M van den Brand, G.J Laarman, P.G Steg, I De Scheerder, G Heyndrickx, K Beatt, J Kootstra, M.L Simoons
DOI: http://dx.doi.org/10.1053/euhj.1999.1662 1572-1578 First published online: 1 November 1999

Abstract

Background The CAPTURE study (c 7E3 A nti P lateletT herapy in U nstable Re fractory angina) was designed to assess outcome in patients with refractory angina undergoing angioplasty, receiving either abciximab or placebo.

Methods One thousand two hundred and sixty-five patients with refractory unstable angina, defined as recurrent myocardial ischaemia despite medical treatment including heparin and nitrates were enrolled. After angiography, patients received an infusion of abciximab or placebo over 18–24h preceding angioplasty, continuing until 1h after the procedure. In 1197 patients undergoing angioplasty the angiographic committee centrally reviewed the baseline as well as the procedural angiograms. Coronary flow and lesion characteristics were assessed in the baseline angiogram as well as before intervention. Angiographic outcome, reason for failure as well as complications were assessed after angioplasty.
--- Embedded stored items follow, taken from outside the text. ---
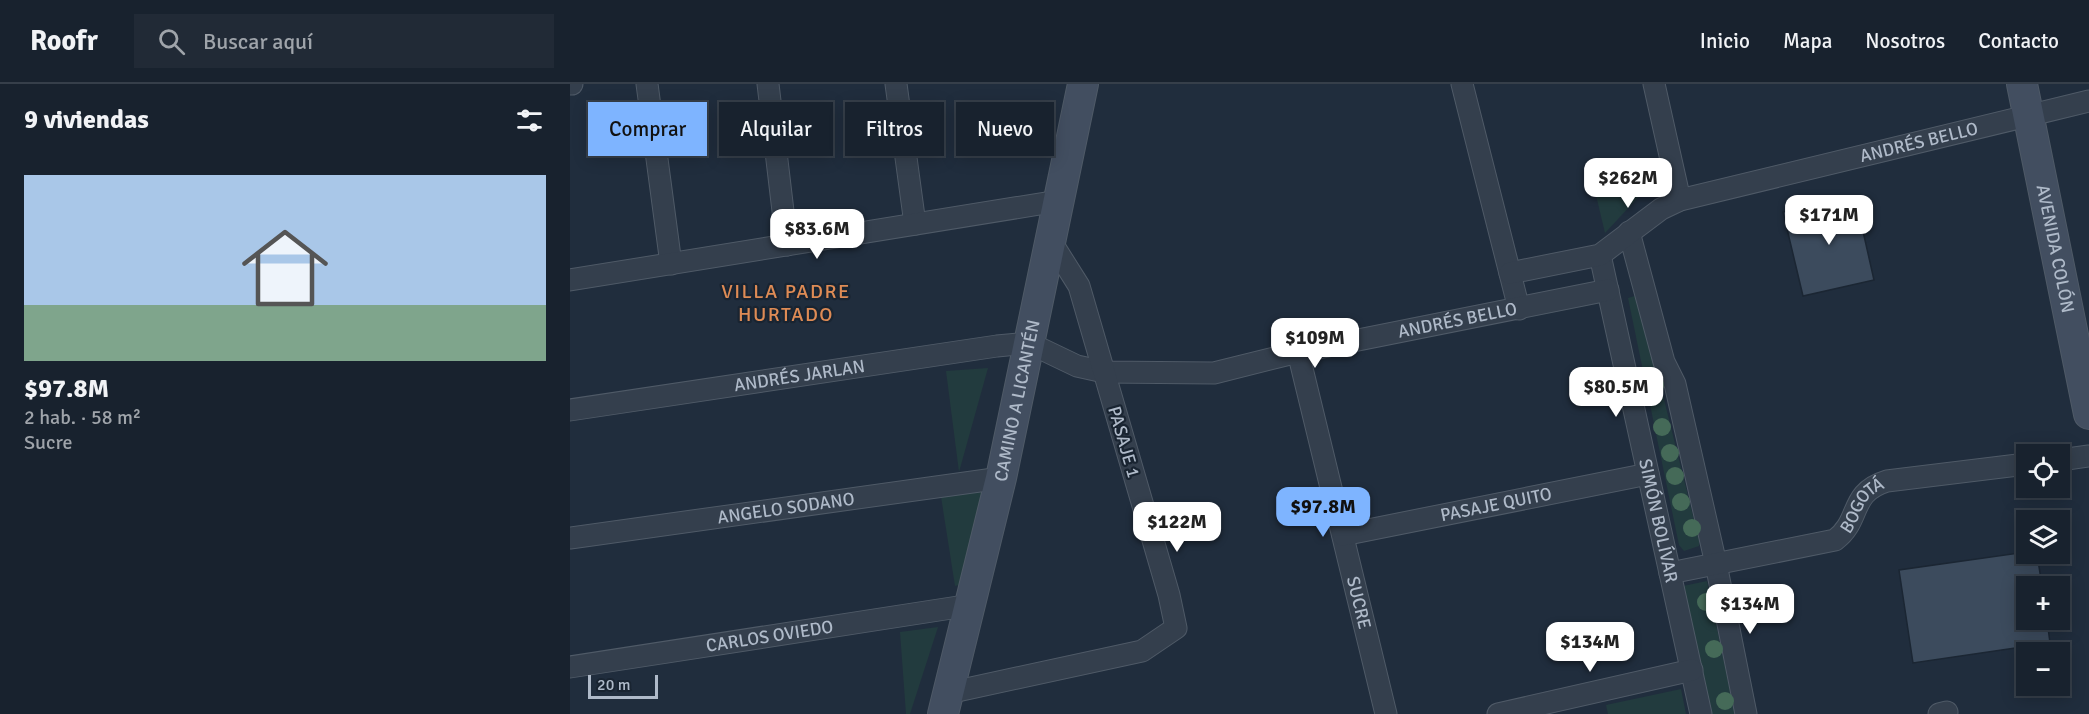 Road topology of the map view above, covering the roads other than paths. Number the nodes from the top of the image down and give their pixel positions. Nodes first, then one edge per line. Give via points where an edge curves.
1 (647, 84) edge
2 (768, 84) edge
3 (896, 84) edge
4 (1083, 84) edge
5 (1462, 84) edge
6 (1654, 84) edge
7 (2022, 84) edge
8 (2089, 101) edge
9 (2028, 117) junction
10 (1680, 200) junction
11 (1058, 201) junction
12 (915, 224) junction
13 (1629, 232) junction
14 (1050, 240) junction
15 (787, 245) junction
16 (1600, 255) junction
17 (671, 264) junction
18 (1510, 273) junction
19 (570, 280) edge
20 (1608, 290) junction
21 (1519, 309) junction
22 (1029, 343) junction
23 (1298, 352) junction
24 (1104, 372) junction
25 (570, 410) edge
26 (2089, 414) edge
27 (2089, 456) edge
28 (2070, 459) edge
29 (2016, 465) edge
30 (1648, 474) junction
31 (1001, 478) junction
32 (1343, 534) junction
33 (570, 538) edge
34 (1716, 564) junction
35 (1670, 573) junction
36 (971, 605) junction
37 (570, 667) edge
38 (1692, 670) junction
39 (945, 703) edge
40 (1386, 714) edge
41 (1498, 714) edge
42 (1701, 714) edge
43 (1746, 714) edge

1 - 17 street
2 - 15 street
3 - 12 street
4 - 11 street, CAMINO A LICANTÉN
5 - 18 street
6 - 10 street
7 - 9 street, AVENIDA COLÓN
8 - 9 street, ANDRÉS BELLO
9 - 10 street, ANDRÉS BELLO
9 - 26 street, AVENIDA COLÓN
10 - 13 street, ANDRÉS BELLO
11 - 12 street
11 - 14 street, CAMINO A LICANTÉN
12 - 15 street
13 - 16 street, ANDRÉS BELLO
13 - 34 street via 1664,362 1675,384
14 - 22 street, CAMINO A LICANTÉN
14 - 24 street, PASAJE 1 via 1079,286
15 - 17 street
16 - 18 street, ANDRÉS BELLO
16 - 20 street, SIMÓN BOLÍVAR
17 - 19 street
18 - 21 street
20 - 21 street, ANDRÉS BELLO
20 - 30 street, SIMÓN BOLÍVAR
21 - 23 street, ANDRÉS BELLO
22 - 24 street, ANDRÉS BELLO via 1077,366
22 - 25 street, ANDRÉS JARLAN
22 - 31 street, CAMINO A LICANTÉN
23 - 24 street, ANDRÉS BELLO via 1214,373
23 - 32 street, SUCRE
24 - 39 street, PASAJE 1 via 1176,628 1142,651
27 - 28 street
29 - 34 street, BOGOTÁ via 1887,481 1868,489 1856,504 1848,527 1835,540
30 - 32 street, PASAJE QUITO
30 - 35 street, SIMÓN BOLÍVAR
31 - 33 street, ANGELO SODANO
31 - 36 street, CAMINO A LICANTÉN
32 - 40 street, SUCRE
34 - 35 street, BOGOTÁ
34 - 43 street
35 - 38 street, SIMÓN BOLÍVAR
36 - 37 street, CARLOS OVIEDO
36 - 39 street, CAMINO A LICANTÉN
38 - 41 street
38 - 42 street, SIMÓN BOLÍVAR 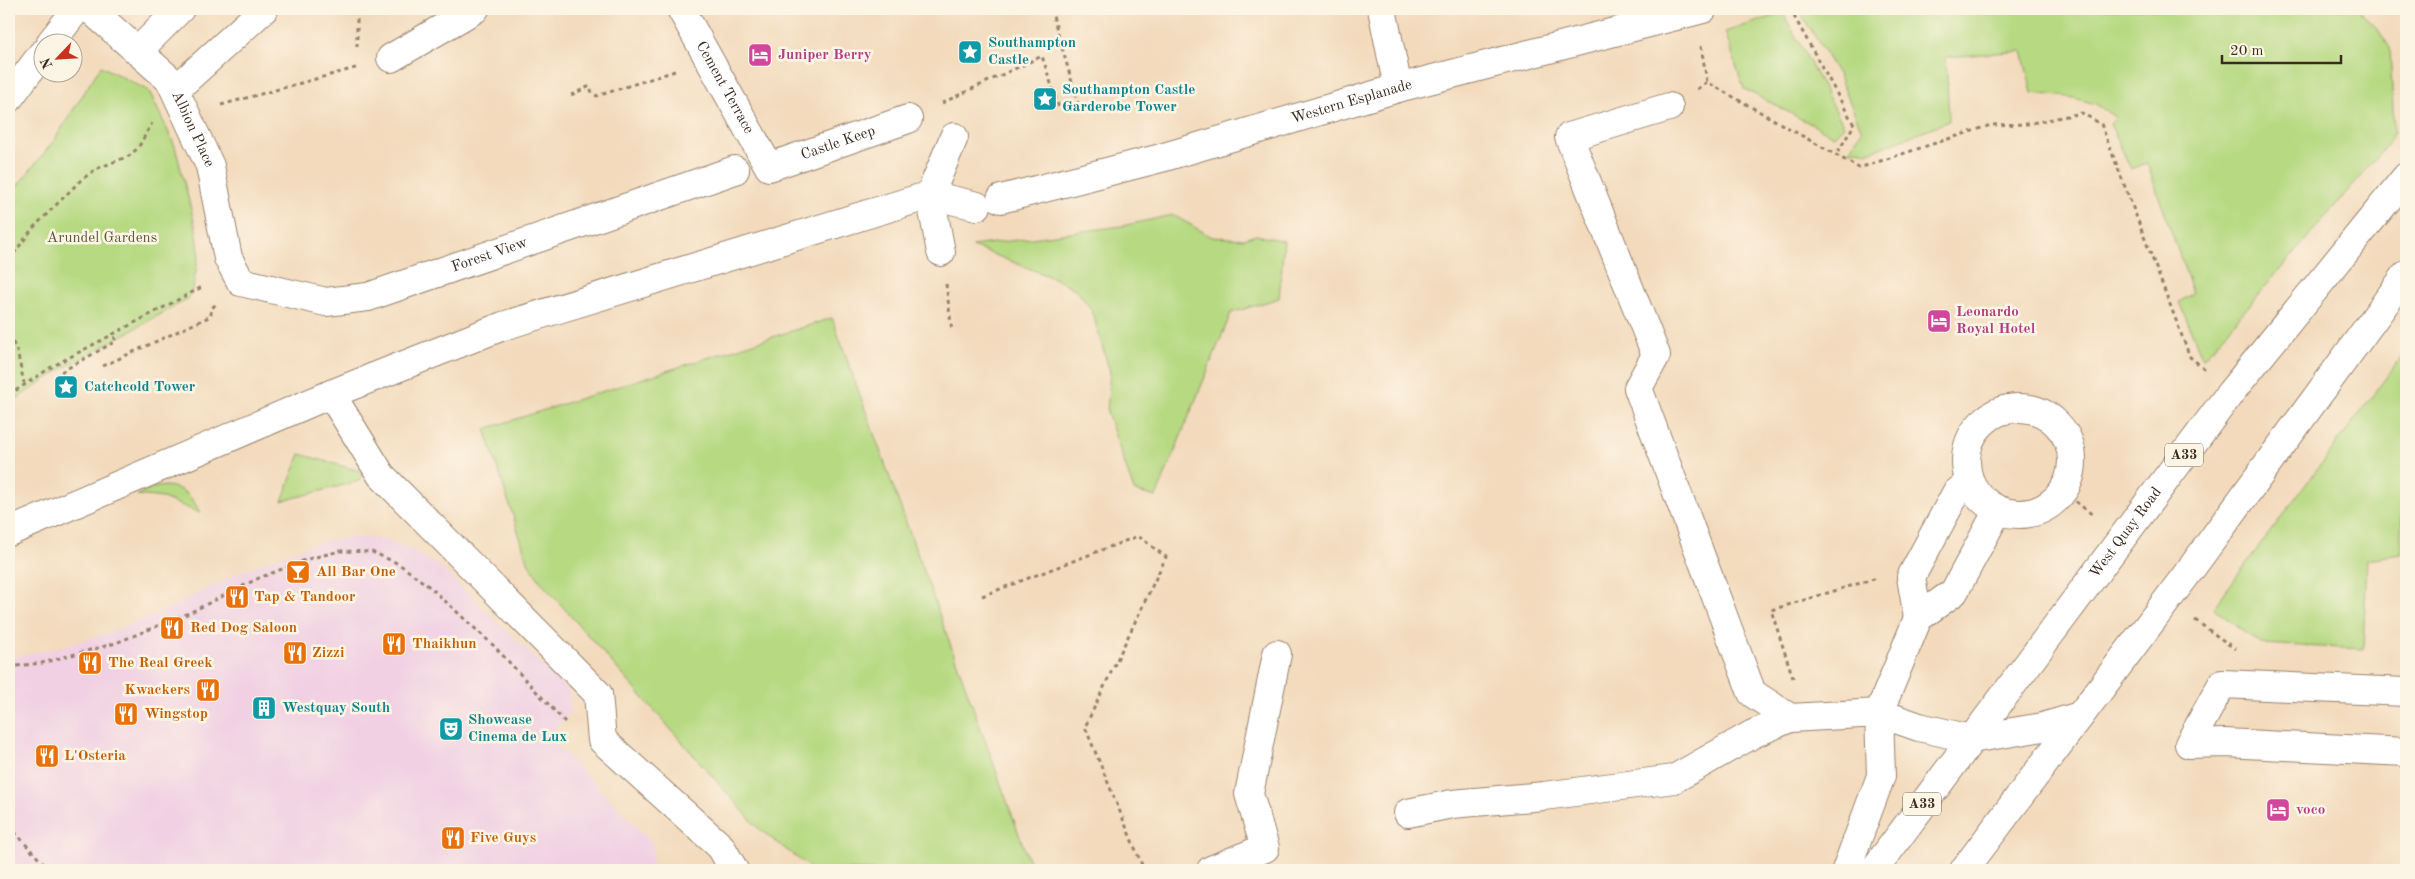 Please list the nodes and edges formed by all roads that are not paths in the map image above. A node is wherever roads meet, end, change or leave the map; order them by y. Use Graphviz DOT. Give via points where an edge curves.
graph roads {
  1 [pos="77,9"];
  2 [pos="90,9"];
  3 [pos="180,9"];
  4 [pos="264,9"];
  5 [pos="474,9"];
  6 [pos="681,9"];
  7 [pos="1382,9"];
  8 [pos="1699,10"];
  9 [pos="60,32"];
  10 [pos="138,51"];
  11 [pos="391,58"];
  12 [pos="32,67"];
  13 [pos="1398,88"];
  14 [pos="9,98"];
  15 [pos="180,102"];
  16 [pos="1669,108"];
  17 [pos="908,119"];
  18 [pos="954,137"];
  19 [pos="769,168"];
  20 [pos="735,170"];
  21 [pos="2406,177"];
  22 [pos="930,195"];
  23 [pos="941,252"];
  24 [pos="2406,276"];
  25 [pos="240,282"];
  26 [pos="331,394"];
  27 [pos="1970,482"];
  28 [pos="1998,510"];
  29 [pos="9,532"];
  30 [pos="1918,618"];
  31 [pos="1277,654"];
  32 [pos="2406,692"];
  33 [pos="1879,712"];
  34 [pos="2080,716"];
  35 [pos="1790,718"];
  36 [pos="1971,739"];
  37 [pos="2406,752"];
  38 [pos="1408,813"];
  39 [pos="734,870"];
  40 [pos="1211,870"];
  41 [pos="1846,870"];
  42 [pos="1874,870"];
  43 [pos="1964,870"];
  1 -- 9 [label="main road"];
  2 -- 10 [label="main road, Albion Place"];
  3 -- 10 [label="main road"];
  4 -- 15 [label="main road"];
  5 -- 11 [label="main road"];
  6 -- 19 [label="main road, Cement Terrace"];
  7 -- 13 [label="main road"];
  8 -- 13 [label="main road, Western Esplanade"];
  10 -- 15 [label="main road, Albion Place" via="170,80"];
  12 -- 14 [label="main road"];
  13 -- 22 [label="main road, Western Esplanade" via="1161,158 989,202"];
  15 -- 25 [label="main road, Albion Place" via="210,166 228,258"];
  16 -- 35 [label="main road" via="1569,137 1656,355 1638,388 1752,693"];
  17 -- 19 [label="main road, Castle Keep"];
  18 -- 22 [label="main road"];
  20 -- 25 [label="main road, Forest View" via="368,297 326,302"];
  21 -- 36 [label="main road, West Quay Road / A33" via="2231,392"];
  22 -- 23 [label="main road"];
  22 -- 26 [label="main road" via="503,326"];
  24 -- 34 [label="main road"];
  26 -- 29 [label="main road"];
  26 -- 39 [label="main road" via="381,475 598,694 602,740 721,847"];
  27 -- 28 [label="main road" via="1986,503"];
  27 -- 28 [label="main road" via="1966,464 1968,446 1977,429 1990,417 2006,410 2025,408 2042,413 2058,424 2068,439 2072,457 2071,476 2062,492 2053,503 2026,514"];
  27 -- 30 [label="main road" via="1956,493 1911,577"];
  28 -- 30 [label="main road" via="1954,592"];
  30 -- 33 [label="main road"];
  31 -- 40 [label="main road" via="1249,794 1265,848"];
  32 -- 37 [label="main road" via="2222,684 2188,744"];
  33 -- 35 [label="main road"];
  33 -- 36 [label="main road" via="1919,727"];
  33 -- 41 [label="main road" via="1881,776"];
  34 -- 36 [label="main road" via="2043,727"];
  34 -- 43 [label="main road"];
  35 -- 38 [label="main road" via="1753,734 1674,779 1452,804"];
  36 -- 42 [label="main road, West Quay Road / A33"];
}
Results At 30 days follow-up, patients receiving abciximab (n=595) compared with placebo (n=602) had a 30% reduction in the composite primary end-point death, myocardial infarction or urgent (re)intervention: 10·8% vs 15·4% (P=0·017). Baseline demographics were identical in the angiogram available group compared with the total study group. At 30 days, the non-angiogram available patients showed a higher incidence of events compared to those in whom the angiogram was reviewed: 19·4 vs 13·1% (P=ns). Lesion characteristics and coronary flow were not different at baseline between the placebo and abciximab groups. A primary end-point was reached in 9·6% of both placebo and abciximab patients with type A or B1lesions, in 17·0% vs 12·0% with type B2lesions, and in 19·1% vs 11·5% with type >B2or C lesions. Sixty-one percent of placebo and abciximab patients had TIMI 3 flow at baseline angiography. Pre-angioplasty TIMI 3 flow was observed in 69% and 72% respectively. The thrombus was resolved between the angiograms in 22% and 43% respectively, in the placebo and abciximab groups (P=0·033). Angiographic success of the procedure was achieved in 88% and 94% in the placebo and abciximab patients, respectively (P<0·001). Stents were implanted in the ischaemia-related artery in 56 and 60 patients, respectively. However, failure of the stent procedure was more frequent in the placebo group than in the abciximab group, nine vs no patients (P=0·003).

Conclusion More frequent thrombus resolution was observed and a higher angiographic success rate was achieved in patients treated with abciximab before and during angioplasty compared with placebo. Patients with complex lesions as the underlying pathology reached fewer end-points if treated with abciximab before and during angioplasty.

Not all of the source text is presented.